Even members of Kiss's own party went public with their disapproval of Lockheed's involvement with Burlington schoolkids. Meg Brook, chair of Chittenden County Progressives, said, “I've given many hours to council students how to avoid war. I've fought to remove military recruiters from our schools. I regularly taught classes in non-violent conflict resolution in Vermont high schools…. [I am] deeply concerned by the way we normalize violence and war and desensitize our young to the horror our military perpetrates, especially on the young, women, and the elderly. Welcoming one of the leaders of this military industrial complex into our schools goes against all I, and many others, believe. I do not want young Vermonters to see the Lockheed logo on TV and have a positive thought about what that business might have done in their school.”

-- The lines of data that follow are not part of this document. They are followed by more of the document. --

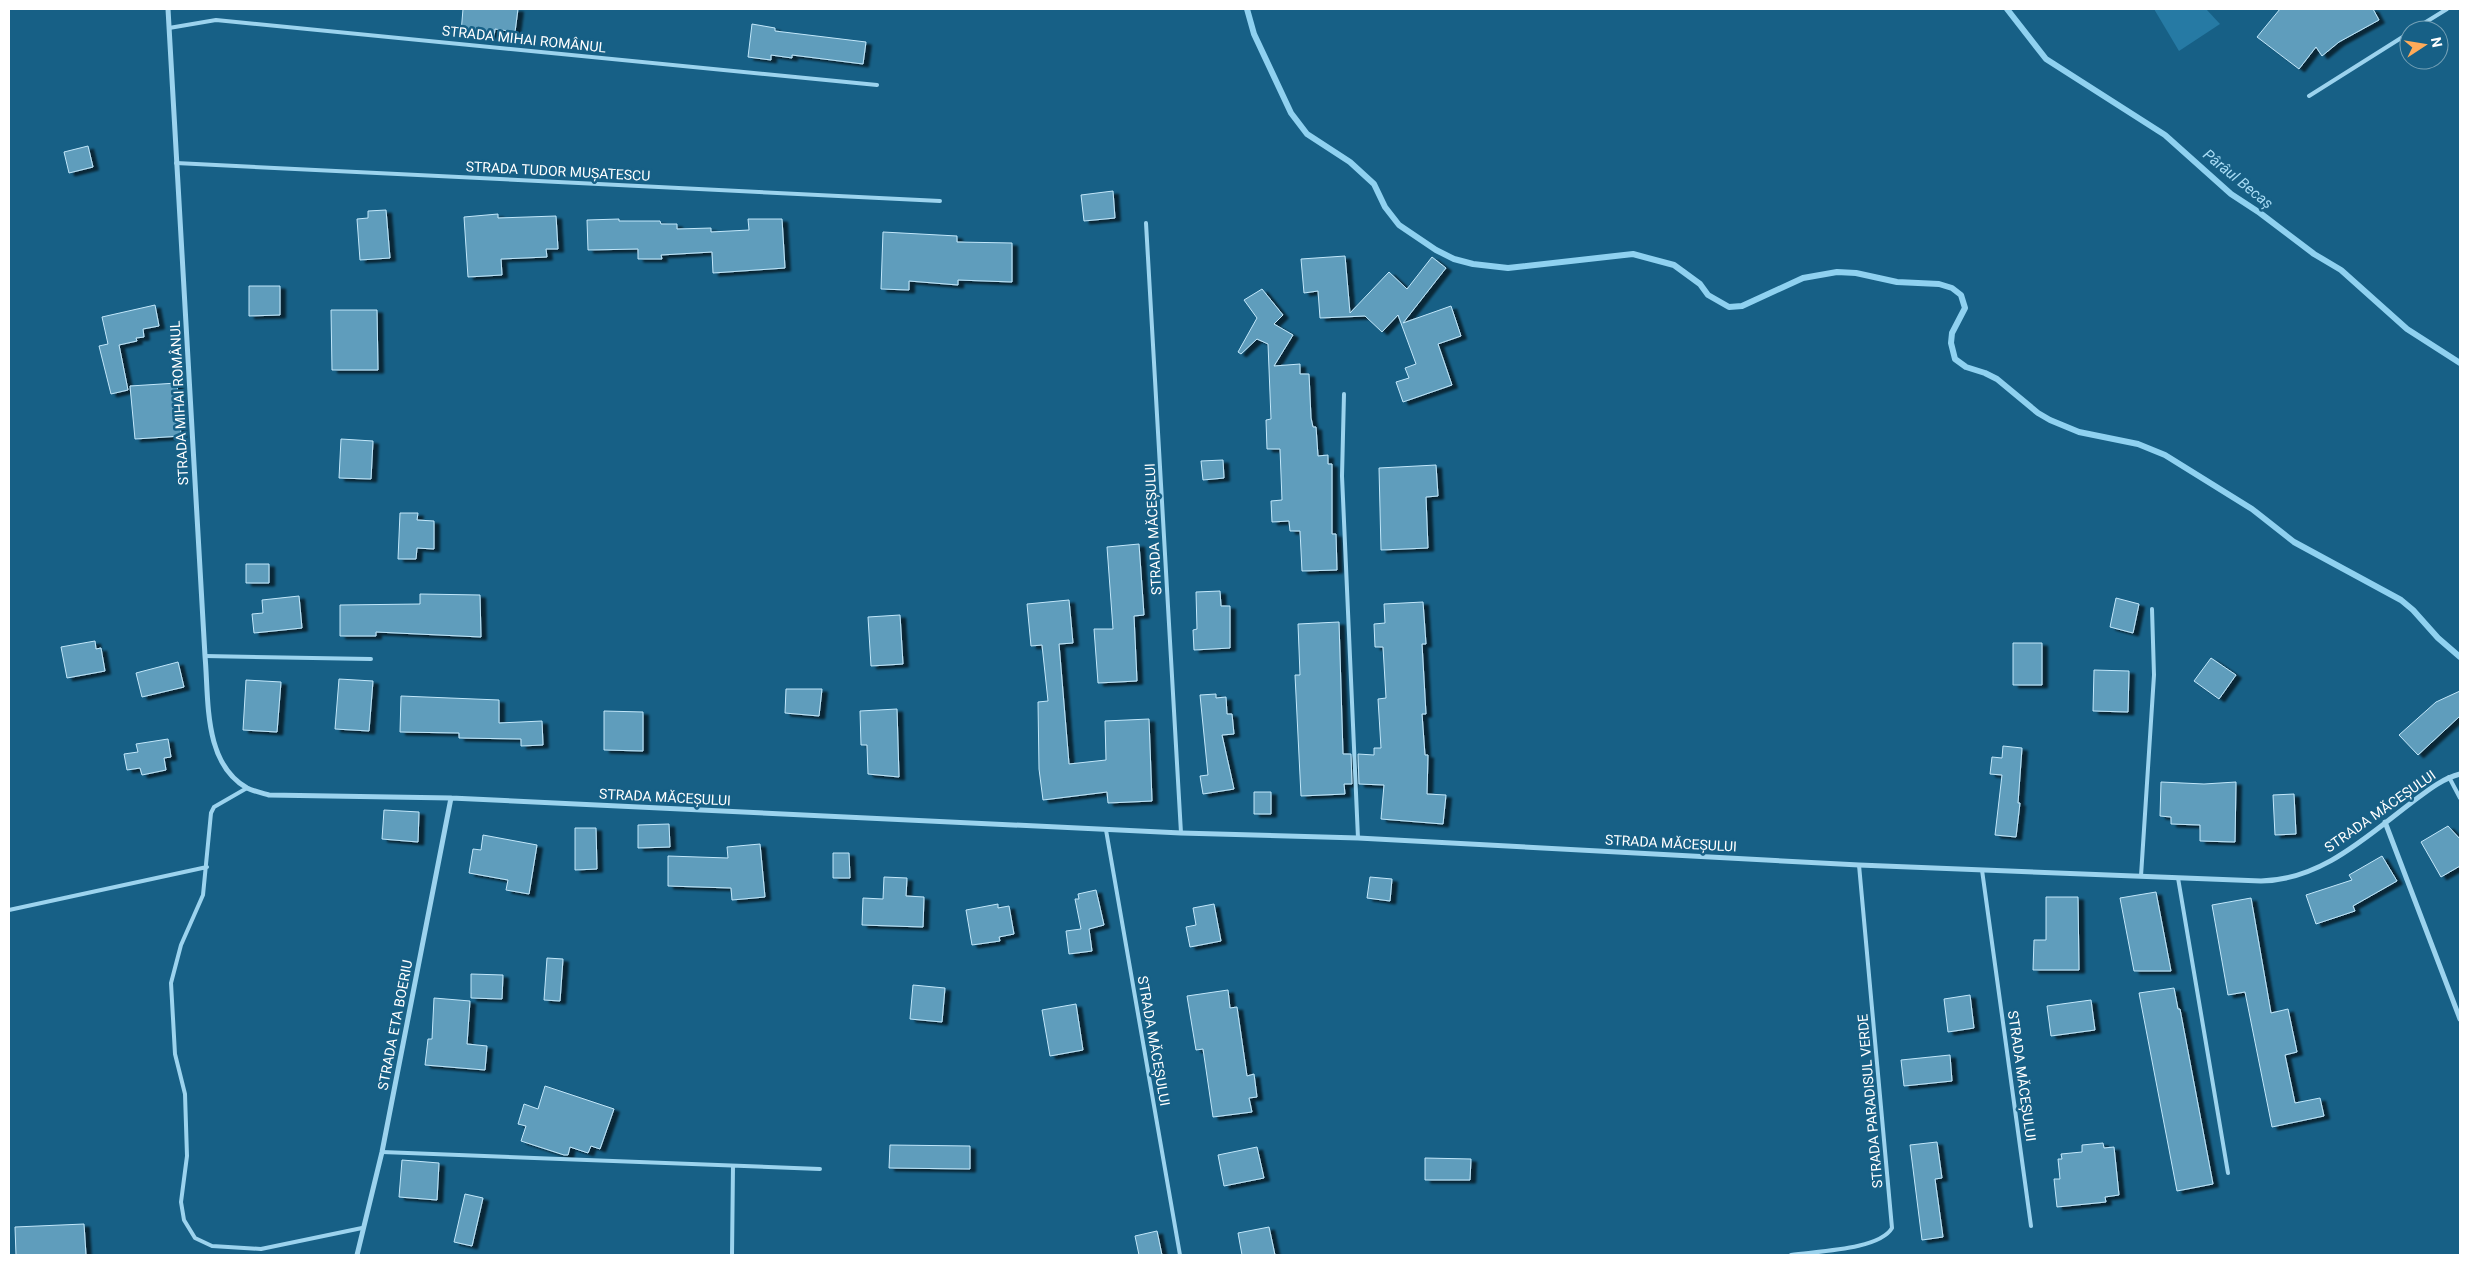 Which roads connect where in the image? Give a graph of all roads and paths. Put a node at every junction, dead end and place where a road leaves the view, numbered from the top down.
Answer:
1 (168, 9) edge
2 (2447, 9) edge
3 (2429, 20) edge
4 (169, 28) junction
5 (2399, 39) edge
6 (877, 85) dead end
7 (2309, 96) dead end
8 (176, 163) junction
9 (940, 201) dead end
10 (1146, 223) dead end
11 (1344, 394) dead end
12 (2152, 609) dead end
13 (205, 656) junction
14 (371, 659) dead end
15 (229, 773) joint
16 (2460, 774) edge
17 (2449, 777) junction
18 (247, 788) junction
19 (451, 798) junction
20 (2460, 798) edge
21 (2386, 822) junction
22 (1106, 830) junction
23 (1181, 833) junction
24 (1358, 838) junction
25 (1859, 865) junction
26 (207, 867) junction
27 (1982, 870) junction
28 (2141, 876) junction
29 (2178, 878) junction
30 (9, 910) edge
31 (2460, 1019) edge
32 (382, 1152) junction
33 (733, 1166) junction
34 (820, 1169) dead end
35 (2228, 1173) dead end
36 (2031, 1226) dead end
37 (362, 1228) junction
38 (357, 1255) edge
39 (732, 1255) edge
40 (1180, 1255) edge
41 (1791, 1255) edge

1 - 4 street, STRADA MIHAI ROMÂNUL
2 - 3 lane
4 - 6 lane, STRADA MIHAI ROMÂNUL
4 - 8 street, STRADA MIHAI ROMÂNUL
5 - 7 lane
8 - 9 lane, STRADA TUDOR MUȘATESCU
8 - 13 street, STRADA MIHAI ROMÂNUL
10 - 23 lane, STRADA MĂCEȘULUI
11 - 24 lane
12 - 28 lane
13 - 14 lane
13 - 15 street, STRADA MIHAI ROMÂNUL
15 - 18 street, STRADA MĂCEȘULUI
16 - 17 street, STRADA MĂCEȘULUI
17 - 20 lane, STRADA MĂCEȘULUI
17 - 21 street, STRADA MĂCEȘULUI
18 - 19 street, STRADA MĂCEȘULUI
18 - 26 lane
19 - 22 street, STRADA MĂCEȘULUI
19 - 32 street, STRADA ETA BOERIU
21 - 29 street, STRADA MĂCEȘULUI
21 - 31 street
22 - 23 street, STRADA MĂCEȘULUI
22 - 40 lane, STRADA MĂCEȘULUI
23 - 24 street, STRADA MĂCEȘULUI
24 - 25 street, STRADA MĂCEȘULUI
25 - 27 street, STRADA MĂCEȘULUI
25 - 41 lane, STRADA PARADISUL VERDE
26 - 30 lane
26 - 37 lane
27 - 28 street, STRADA MĂCEȘULUI
27 - 36 lane, STRADA MĂCEȘULUI
28 - 29 street, STRADA MĂCEȘULUI
29 - 35 lane
32 - 33 lane
32 - 37 street, STRADA ETA BOERIU
33 - 34 lane
33 - 39 lane
37 - 38 street, STRADA ETA BOERIU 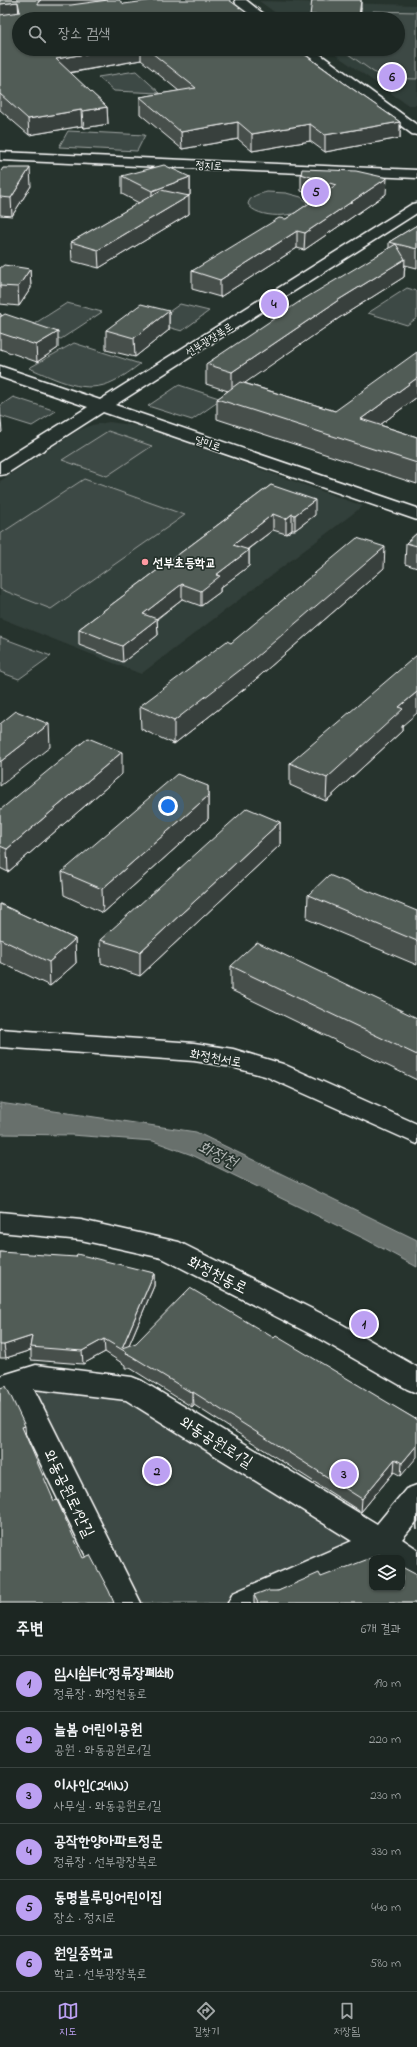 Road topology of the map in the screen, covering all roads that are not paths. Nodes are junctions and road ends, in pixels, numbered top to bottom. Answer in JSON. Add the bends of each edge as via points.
{"nodes":[{"id":1,"x":227,"y":1,"type":"edge"},
{"id":2,"x":244,"y":1,"type":"edge"},
{"id":3,"x":256,"y":12,"type":"edge"},
{"id":4,"x":315,"y":56,"type":"edge"},
{"id":5,"x":417,"y":131,"type":"edge"},
{"id":6,"x":1,"y":156,"type":"edge"},
{"id":7,"x":417,"y":174,"type":"edge"},
{"id":8,"x":417,"y":207,"type":"edge"},
{"id":9,"x":0,"y":371,"type":"edge"},
{"id":10,"x":102,"y":406,"type":"junction"},
{"id":11,"x":0,"y":470,"type":"edge"},
{"id":12,"x":417,"y":514,"type":"edge"},
{"id":13,"x":0,"y":1038,"type":"edge"},
{"id":14,"x":417,"y":1135,"type":"edge"},
{"id":15,"x":0,"y":1222,"type":"edge"},
{"id":16,"x":417,"y":1381,"type":"edge"},
{"id":17,"x":8,"y":1386,"type":"edge"},
{"id":18,"x":417,"y":1498,"type":"edge"},
{"id":19,"x":381,"y":1542,"type":"junction"},
{"id":20,"x":417,"y":1564,"type":"edge"},
{"id":21,"x":125,"y":1603,"type":"edge"},
{"id":22,"x":244,"y":1603,"type":"edge"}],
"edges":[{"from":1,"to":2,"type":"street"},
{"from":2,"to":3,"type":"street"},
{"from":4,"to":5,"type":"street"},
{"from":6,"to":7,"type":"street","name":"정지로"},
{"from":8,"to":10,"type":"street","name":"선부광장북로"},
{"from":9,"to":10,"type":"street","name":"달미로"},
{"from":10,"to":11,"type":"street","name":"선부광장북로"},
{"from":10,"to":12,"type":"street","name":"달미로"},
{"from":13,"to":14,"type":"street","name":"화정천서로","via":[[194,1052],[233,1058],[274,1070]]},
{"from":15,"to":16,"type":"street","name":"화정천동로","via":[[82,1230],[169,1249],[326,1329]]},
{"from":17,"to":19,"type":"street","name":"와동공원로1길","via":[[36,1377],[132,1388]]},
{"from":17,"to":21,"type":"street","name":"와동공원로1안길"},
{"from":18,"to":19,"type":"street"},
{"from":19,"to":20,"type":"street","name":"와동공원로1길"},
{"from":19,"to":22,"type":"street"}]}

“We Never Forget Who We Work For”
Lockheed Martin's motto, “We Never Forget Who We Work For” takes a different meaning when one considers that 84 percent of Lockheed's revenue comes from the U.S. government, with the majority of that being Pentagon contracts. In 2010, Lockheed contracted 98 different lobbyists, was mentioned in 142 Congressional bills, and spent nearly $10 million in lobbying. In Prophets of War: Lockheed Martin and the Making of the Military Industrial Complex, journalist William Hartung says, “Lockheed is the nation's top governmental contractor, with $36 billion in federal contracts in 2008 alone. That comes to roughly $260 per taxpaying household, an amount that can be thought of as the 'Lockheed Martin tax'.” Further, something is seriously amiss when George W. Bush's Department of Justice, not exactly known as Wall Street's sheriff or for setting precedents in corporate crime prosecution, files a 2007 fraud lawsuit against a corporation raking in a net $3.033 billion in FY 2007. (For a sense of scope, it's worth noting that 1 percent of Lockheed Martin's annual profits roughly equal the city of Burlington's annual budget.)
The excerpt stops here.